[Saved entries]
※

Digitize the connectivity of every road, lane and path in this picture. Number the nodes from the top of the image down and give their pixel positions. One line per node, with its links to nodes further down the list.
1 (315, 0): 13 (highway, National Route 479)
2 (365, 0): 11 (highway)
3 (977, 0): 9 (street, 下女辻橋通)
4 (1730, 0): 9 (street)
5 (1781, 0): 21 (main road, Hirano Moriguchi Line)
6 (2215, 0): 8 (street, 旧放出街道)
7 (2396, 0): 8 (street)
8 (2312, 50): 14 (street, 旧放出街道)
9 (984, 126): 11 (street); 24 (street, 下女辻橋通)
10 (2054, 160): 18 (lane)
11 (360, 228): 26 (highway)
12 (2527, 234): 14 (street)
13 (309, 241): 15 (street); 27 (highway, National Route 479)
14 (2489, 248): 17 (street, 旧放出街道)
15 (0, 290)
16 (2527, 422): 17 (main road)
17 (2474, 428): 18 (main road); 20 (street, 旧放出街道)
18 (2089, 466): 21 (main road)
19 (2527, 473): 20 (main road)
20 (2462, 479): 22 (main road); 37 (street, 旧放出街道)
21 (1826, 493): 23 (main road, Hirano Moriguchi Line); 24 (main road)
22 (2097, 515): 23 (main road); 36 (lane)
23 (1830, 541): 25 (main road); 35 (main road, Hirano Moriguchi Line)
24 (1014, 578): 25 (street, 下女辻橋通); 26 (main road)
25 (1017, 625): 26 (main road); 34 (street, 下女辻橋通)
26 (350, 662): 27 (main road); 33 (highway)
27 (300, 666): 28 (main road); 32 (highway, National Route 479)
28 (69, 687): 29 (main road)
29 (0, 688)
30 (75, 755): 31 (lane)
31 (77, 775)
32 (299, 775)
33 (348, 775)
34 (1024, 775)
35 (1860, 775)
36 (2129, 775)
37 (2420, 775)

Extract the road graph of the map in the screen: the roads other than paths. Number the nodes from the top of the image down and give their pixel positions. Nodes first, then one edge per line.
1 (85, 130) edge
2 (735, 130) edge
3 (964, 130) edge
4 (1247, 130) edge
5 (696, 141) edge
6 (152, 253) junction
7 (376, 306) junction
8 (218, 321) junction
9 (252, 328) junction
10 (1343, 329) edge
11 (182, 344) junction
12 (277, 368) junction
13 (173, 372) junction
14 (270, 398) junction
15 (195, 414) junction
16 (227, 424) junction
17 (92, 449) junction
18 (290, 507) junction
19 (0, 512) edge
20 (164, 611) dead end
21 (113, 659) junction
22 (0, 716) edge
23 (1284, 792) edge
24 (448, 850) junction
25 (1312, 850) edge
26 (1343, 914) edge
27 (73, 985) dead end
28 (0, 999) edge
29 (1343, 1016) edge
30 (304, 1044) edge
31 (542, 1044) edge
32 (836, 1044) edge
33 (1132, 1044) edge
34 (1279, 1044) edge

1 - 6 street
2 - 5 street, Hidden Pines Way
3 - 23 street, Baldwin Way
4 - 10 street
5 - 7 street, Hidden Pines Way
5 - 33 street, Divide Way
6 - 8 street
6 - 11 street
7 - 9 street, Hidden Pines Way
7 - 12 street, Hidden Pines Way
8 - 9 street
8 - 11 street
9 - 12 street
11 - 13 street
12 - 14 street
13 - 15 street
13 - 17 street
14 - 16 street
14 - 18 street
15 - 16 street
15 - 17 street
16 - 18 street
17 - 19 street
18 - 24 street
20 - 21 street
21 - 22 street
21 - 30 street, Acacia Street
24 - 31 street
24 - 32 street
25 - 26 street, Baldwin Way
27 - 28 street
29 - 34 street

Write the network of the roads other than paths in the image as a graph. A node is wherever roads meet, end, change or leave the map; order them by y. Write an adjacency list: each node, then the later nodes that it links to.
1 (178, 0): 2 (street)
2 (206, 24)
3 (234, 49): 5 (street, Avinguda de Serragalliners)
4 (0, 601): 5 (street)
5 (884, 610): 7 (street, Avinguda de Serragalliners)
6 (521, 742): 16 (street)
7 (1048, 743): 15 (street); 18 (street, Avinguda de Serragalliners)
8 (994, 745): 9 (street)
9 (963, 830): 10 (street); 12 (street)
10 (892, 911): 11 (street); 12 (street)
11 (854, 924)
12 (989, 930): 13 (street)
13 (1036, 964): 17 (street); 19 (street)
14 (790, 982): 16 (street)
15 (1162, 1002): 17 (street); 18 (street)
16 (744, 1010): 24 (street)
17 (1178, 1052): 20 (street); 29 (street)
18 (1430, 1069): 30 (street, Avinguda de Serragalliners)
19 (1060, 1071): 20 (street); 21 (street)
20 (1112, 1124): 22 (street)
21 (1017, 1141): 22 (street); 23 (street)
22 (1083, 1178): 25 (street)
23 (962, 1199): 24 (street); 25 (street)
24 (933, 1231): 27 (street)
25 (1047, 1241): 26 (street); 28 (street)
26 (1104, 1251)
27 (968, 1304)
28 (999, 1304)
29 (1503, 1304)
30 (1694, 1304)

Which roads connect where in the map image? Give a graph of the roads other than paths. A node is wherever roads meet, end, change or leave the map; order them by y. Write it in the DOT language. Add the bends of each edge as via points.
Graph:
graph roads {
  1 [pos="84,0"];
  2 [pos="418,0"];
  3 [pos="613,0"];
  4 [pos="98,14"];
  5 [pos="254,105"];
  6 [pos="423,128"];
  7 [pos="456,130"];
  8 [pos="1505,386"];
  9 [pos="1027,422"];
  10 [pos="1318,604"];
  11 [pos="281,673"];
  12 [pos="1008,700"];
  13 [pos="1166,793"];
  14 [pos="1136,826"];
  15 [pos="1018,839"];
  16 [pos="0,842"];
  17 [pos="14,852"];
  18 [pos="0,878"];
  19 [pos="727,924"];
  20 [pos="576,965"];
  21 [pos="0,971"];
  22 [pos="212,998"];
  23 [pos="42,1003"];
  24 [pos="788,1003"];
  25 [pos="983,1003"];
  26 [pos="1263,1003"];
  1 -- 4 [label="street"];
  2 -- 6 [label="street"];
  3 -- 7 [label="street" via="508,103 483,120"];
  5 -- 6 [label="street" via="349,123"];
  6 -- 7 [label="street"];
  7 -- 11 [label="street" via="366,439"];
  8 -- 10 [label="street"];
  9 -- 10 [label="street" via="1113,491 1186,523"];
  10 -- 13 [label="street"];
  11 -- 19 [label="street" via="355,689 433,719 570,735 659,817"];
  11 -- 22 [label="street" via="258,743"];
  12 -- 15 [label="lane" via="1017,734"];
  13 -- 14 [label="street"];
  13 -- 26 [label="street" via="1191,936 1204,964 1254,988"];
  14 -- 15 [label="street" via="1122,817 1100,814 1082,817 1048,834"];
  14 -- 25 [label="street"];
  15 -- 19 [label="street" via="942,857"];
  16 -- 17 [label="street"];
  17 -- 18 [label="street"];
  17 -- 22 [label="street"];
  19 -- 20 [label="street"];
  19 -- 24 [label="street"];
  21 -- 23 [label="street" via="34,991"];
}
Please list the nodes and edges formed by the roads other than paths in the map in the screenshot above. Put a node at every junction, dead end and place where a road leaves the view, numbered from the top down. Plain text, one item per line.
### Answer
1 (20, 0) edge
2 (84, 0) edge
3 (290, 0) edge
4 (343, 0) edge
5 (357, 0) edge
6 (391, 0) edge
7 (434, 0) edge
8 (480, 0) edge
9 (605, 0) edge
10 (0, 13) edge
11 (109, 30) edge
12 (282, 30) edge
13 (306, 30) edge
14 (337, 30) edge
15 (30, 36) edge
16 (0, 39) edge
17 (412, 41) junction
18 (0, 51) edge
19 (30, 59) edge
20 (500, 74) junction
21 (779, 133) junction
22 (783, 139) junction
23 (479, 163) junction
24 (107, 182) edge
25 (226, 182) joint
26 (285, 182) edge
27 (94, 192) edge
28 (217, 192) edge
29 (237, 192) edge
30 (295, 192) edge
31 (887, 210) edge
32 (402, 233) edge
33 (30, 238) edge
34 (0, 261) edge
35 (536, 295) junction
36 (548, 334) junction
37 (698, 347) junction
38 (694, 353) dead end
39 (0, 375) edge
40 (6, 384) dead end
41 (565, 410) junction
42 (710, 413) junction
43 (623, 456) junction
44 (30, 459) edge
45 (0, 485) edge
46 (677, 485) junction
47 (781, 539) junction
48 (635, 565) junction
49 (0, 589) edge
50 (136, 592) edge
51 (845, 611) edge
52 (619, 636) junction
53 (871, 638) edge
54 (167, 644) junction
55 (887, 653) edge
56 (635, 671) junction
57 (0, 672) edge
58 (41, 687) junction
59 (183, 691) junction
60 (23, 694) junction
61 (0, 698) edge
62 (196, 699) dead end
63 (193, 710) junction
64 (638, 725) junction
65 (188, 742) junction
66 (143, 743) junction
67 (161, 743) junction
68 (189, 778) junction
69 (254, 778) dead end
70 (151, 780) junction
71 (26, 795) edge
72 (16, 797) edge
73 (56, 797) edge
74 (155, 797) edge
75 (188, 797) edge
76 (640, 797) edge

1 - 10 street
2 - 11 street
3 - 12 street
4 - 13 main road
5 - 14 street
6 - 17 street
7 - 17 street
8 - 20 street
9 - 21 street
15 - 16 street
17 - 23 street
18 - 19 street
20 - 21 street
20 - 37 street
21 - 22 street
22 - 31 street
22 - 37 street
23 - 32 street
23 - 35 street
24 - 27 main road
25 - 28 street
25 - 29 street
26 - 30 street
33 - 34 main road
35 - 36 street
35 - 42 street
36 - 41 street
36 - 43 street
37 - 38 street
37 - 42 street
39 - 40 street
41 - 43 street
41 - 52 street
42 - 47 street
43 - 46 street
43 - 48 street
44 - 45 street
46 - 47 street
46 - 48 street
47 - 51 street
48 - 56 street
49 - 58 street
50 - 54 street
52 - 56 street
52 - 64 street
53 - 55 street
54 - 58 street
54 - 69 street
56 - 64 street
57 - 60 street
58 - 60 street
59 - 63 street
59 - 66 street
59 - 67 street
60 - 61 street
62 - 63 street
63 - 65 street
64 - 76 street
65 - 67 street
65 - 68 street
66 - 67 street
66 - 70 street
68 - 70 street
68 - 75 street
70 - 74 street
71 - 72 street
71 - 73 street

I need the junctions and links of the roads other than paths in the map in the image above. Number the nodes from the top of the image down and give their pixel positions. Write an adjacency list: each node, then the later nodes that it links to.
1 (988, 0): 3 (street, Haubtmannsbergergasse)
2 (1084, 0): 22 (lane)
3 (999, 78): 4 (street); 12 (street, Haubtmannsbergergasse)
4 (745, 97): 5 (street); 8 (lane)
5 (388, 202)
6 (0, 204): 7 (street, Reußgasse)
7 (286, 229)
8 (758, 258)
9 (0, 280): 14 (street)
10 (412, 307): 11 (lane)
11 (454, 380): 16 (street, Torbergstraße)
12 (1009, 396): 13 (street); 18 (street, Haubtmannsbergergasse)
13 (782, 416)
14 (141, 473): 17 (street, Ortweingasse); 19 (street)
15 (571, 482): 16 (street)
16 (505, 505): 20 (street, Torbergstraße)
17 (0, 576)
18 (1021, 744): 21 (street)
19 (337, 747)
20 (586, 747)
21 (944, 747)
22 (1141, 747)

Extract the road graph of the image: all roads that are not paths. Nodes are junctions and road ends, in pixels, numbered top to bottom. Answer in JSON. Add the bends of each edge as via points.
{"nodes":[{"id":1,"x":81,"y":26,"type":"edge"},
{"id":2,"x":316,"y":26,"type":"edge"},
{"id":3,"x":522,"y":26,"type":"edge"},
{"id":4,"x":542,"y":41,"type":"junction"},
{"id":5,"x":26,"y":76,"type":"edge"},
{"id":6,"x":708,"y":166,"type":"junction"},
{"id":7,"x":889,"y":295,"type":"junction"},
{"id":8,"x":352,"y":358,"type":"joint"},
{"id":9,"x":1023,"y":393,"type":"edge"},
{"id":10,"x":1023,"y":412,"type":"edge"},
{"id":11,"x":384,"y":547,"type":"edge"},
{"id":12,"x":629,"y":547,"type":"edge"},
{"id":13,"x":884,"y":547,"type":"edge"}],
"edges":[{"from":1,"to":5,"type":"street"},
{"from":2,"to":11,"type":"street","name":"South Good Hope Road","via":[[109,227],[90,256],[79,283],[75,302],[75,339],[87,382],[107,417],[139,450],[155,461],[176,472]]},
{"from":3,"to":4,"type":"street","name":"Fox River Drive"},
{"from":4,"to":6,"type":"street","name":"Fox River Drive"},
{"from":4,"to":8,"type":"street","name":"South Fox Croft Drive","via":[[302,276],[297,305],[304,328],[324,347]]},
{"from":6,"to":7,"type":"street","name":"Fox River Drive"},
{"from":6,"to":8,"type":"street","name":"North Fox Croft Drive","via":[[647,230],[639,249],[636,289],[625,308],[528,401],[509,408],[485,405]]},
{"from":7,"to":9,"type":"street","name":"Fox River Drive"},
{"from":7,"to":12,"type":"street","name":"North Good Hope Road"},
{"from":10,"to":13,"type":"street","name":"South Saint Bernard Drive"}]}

※

### EXERCISE:
Tallying every line that holds the string "links", report the total for the records and nothing else.

### RESULT FOR THIS EXERCISE:
3